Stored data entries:
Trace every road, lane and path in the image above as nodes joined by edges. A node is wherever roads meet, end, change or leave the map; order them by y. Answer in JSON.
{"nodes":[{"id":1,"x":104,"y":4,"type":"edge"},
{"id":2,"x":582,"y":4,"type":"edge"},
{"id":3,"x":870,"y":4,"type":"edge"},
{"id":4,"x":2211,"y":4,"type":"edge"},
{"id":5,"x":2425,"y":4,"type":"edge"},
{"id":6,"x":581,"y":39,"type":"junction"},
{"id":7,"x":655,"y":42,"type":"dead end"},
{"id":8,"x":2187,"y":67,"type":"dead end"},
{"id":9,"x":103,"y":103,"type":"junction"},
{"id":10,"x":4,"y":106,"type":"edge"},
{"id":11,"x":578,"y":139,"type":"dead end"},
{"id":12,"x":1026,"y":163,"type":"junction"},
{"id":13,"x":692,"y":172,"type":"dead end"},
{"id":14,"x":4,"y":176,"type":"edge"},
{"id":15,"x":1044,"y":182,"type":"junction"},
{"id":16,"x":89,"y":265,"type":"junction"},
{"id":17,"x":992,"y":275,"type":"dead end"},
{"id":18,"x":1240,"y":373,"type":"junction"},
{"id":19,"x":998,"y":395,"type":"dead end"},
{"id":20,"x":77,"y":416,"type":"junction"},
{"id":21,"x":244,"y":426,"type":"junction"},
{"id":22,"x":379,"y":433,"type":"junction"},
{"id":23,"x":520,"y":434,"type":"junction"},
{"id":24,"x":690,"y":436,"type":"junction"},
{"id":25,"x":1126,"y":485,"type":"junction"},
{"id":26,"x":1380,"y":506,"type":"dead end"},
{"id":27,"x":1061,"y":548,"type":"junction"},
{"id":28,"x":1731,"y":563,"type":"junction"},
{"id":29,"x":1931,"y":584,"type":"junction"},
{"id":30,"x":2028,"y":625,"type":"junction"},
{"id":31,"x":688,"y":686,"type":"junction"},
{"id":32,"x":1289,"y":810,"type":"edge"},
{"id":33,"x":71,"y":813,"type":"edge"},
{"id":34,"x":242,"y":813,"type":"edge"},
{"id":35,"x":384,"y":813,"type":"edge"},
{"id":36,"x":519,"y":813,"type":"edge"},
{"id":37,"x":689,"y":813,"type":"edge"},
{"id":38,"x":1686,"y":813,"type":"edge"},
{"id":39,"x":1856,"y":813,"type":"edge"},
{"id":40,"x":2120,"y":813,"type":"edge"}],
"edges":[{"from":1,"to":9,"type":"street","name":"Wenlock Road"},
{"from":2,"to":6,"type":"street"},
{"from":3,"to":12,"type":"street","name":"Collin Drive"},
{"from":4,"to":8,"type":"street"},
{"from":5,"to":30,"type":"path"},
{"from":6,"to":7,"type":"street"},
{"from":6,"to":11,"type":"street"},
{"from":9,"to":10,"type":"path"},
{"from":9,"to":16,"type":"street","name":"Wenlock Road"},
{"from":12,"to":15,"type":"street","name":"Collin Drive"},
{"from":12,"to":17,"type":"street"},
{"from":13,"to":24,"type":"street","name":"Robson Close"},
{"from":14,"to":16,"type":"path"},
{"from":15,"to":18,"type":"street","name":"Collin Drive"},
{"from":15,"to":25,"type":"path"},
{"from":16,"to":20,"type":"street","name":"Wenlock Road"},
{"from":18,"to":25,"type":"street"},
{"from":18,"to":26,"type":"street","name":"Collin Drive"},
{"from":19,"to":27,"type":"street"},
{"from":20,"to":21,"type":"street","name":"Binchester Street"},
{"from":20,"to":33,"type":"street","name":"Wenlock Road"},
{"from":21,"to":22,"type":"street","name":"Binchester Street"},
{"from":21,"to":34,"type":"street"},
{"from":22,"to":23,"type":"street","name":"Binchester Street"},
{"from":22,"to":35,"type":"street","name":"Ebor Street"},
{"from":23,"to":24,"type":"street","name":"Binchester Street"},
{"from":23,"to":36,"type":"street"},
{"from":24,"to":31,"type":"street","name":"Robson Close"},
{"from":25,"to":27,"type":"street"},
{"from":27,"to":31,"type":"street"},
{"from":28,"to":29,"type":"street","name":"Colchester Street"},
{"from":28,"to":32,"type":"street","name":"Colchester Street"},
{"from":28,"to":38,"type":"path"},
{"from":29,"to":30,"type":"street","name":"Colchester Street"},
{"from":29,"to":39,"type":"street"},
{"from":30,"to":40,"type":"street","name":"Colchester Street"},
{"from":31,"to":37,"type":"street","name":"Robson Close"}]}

» Work instruction: Repeat the entries above exactly, leaving nothing out.

» Task answer:
Trace every road, lane and path in the image above as nodes joined by edges. A node is wherever roads meet, end, change or leave the map; order them by y. Answer in JSON.
{"nodes":[{"id":1,"x":104,"y":4,"type":"edge"},
{"id":2,"x":582,"y":4,"type":"edge"},
{"id":3,"x":870,"y":4,"type":"edge"},
{"id":4,"x":2211,"y":4,"type":"edge"},
{"id":5,"x":2425,"y":4,"type":"edge"},
{"id":6,"x":581,"y":39,"type":"junction"},
{"id":7,"x":655,"y":42,"type":"dead end"},
{"id":8,"x":2187,"y":67,"type":"dead end"},
{"id":9,"x":103,"y":103,"type":"junction"},
{"id":10,"x":4,"y":106,"type":"edge"},
{"id":11,"x":578,"y":139,"type":"dead end"},
{"id":12,"x":1026,"y":163,"type":"junction"},
{"id":13,"x":692,"y":172,"type":"dead end"},
{"id":14,"x":4,"y":176,"type":"edge"},
{"id":15,"x":1044,"y":182,"type":"junction"},
{"id":16,"x":89,"y":265,"type":"junction"},
{"id":17,"x":992,"y":275,"type":"dead end"},
{"id":18,"x":1240,"y":373,"type":"junction"},
{"id":19,"x":998,"y":395,"type":"dead end"},
{"id":20,"x":77,"y":416,"type":"junction"},
{"id":21,"x":244,"y":426,"type":"junction"},
{"id":22,"x":379,"y":433,"type":"junction"},
{"id":23,"x":520,"y":434,"type":"junction"},
{"id":24,"x":690,"y":436,"type":"junction"},
{"id":25,"x":1126,"y":485,"type":"junction"},
{"id":26,"x":1380,"y":506,"type":"dead end"},
{"id":27,"x":1061,"y":548,"type":"junction"},
{"id":28,"x":1731,"y":563,"type":"junction"},
{"id":29,"x":1931,"y":584,"type":"junction"},
{"id":30,"x":2028,"y":625,"type":"junction"},
{"id":31,"x":688,"y":686,"type":"junction"},
{"id":32,"x":1289,"y":810,"type":"edge"},
{"id":33,"x":71,"y":813,"type":"edge"},
{"id":34,"x":242,"y":813,"type":"edge"},
{"id":35,"x":384,"y":813,"type":"edge"},
{"id":36,"x":519,"y":813,"type":"edge"},
{"id":37,"x":689,"y":813,"type":"edge"},
{"id":38,"x":1686,"y":813,"type":"edge"},
{"id":39,"x":1856,"y":813,"type":"edge"},
{"id":40,"x":2120,"y":813,"type":"edge"}],
"edges":[{"from":1,"to":9,"type":"street","name":"Wenlock Road"},
{"from":2,"to":6,"type":"street"},
{"from":3,"to":12,"type":"street","name":"Collin Drive"},
{"from":4,"to":8,"type":"street"},
{"from":5,"to":30,"type":"path"},
{"from":6,"to":7,"type":"street"},
{"from":6,"to":11,"type":"street"},
{"from":9,"to":10,"type":"path"},
{"from":9,"to":16,"type":"street","name":"Wenlock Road"},
{"from":12,"to":15,"type":"street","name":"Collin Drive"},
{"from":12,"to":17,"type":"street"},
{"from":13,"to":24,"type":"street","name":"Robson Close"},
{"from":14,"to":16,"type":"path"},
{"from":15,"to":18,"type":"street","name":"Collin Drive"},
{"from":15,"to":25,"type":"path"},
{"from":16,"to":20,"type":"street","name":"Wenlock Road"},
{"from":18,"to":25,"type":"street"},
{"from":18,"to":26,"type":"street","name":"Collin Drive"},
{"from":19,"to":27,"type":"street"},
{"from":20,"to":21,"type":"street","name":"Binchester Street"},
{"from":20,"to":33,"type":"street","name":"Wenlock Road"},
{"from":21,"to":22,"type":"street","name":"Binchester Street"},
{"from":21,"to":34,"type":"street"},
{"from":22,"to":23,"type":"street","name":"Binchester Street"},
{"from":22,"to":35,"type":"street","name":"Ebor Street"},
{"from":23,"to":24,"type":"street","name":"Binchester Street"},
{"from":23,"to":36,"type":"street"},
{"from":24,"to":31,"type":"street","name":"Robson Close"},
{"from":25,"to":27,"type":"street"},
{"from":27,"to":31,"type":"street"},
{"from":28,"to":29,"type":"street","name":"Colchester Street"},
{"from":28,"to":32,"type":"street","name":"Colchester Street"},
{"from":28,"to":38,"type":"path"},
{"from":29,"to":30,"type":"street","name":"Colchester Street"},
{"from":29,"to":39,"type":"street"},
{"from":30,"to":40,"type":"street","name":"Colchester Street"},
{"from":31,"to":37,"type":"street","name":"Robson Close"}]}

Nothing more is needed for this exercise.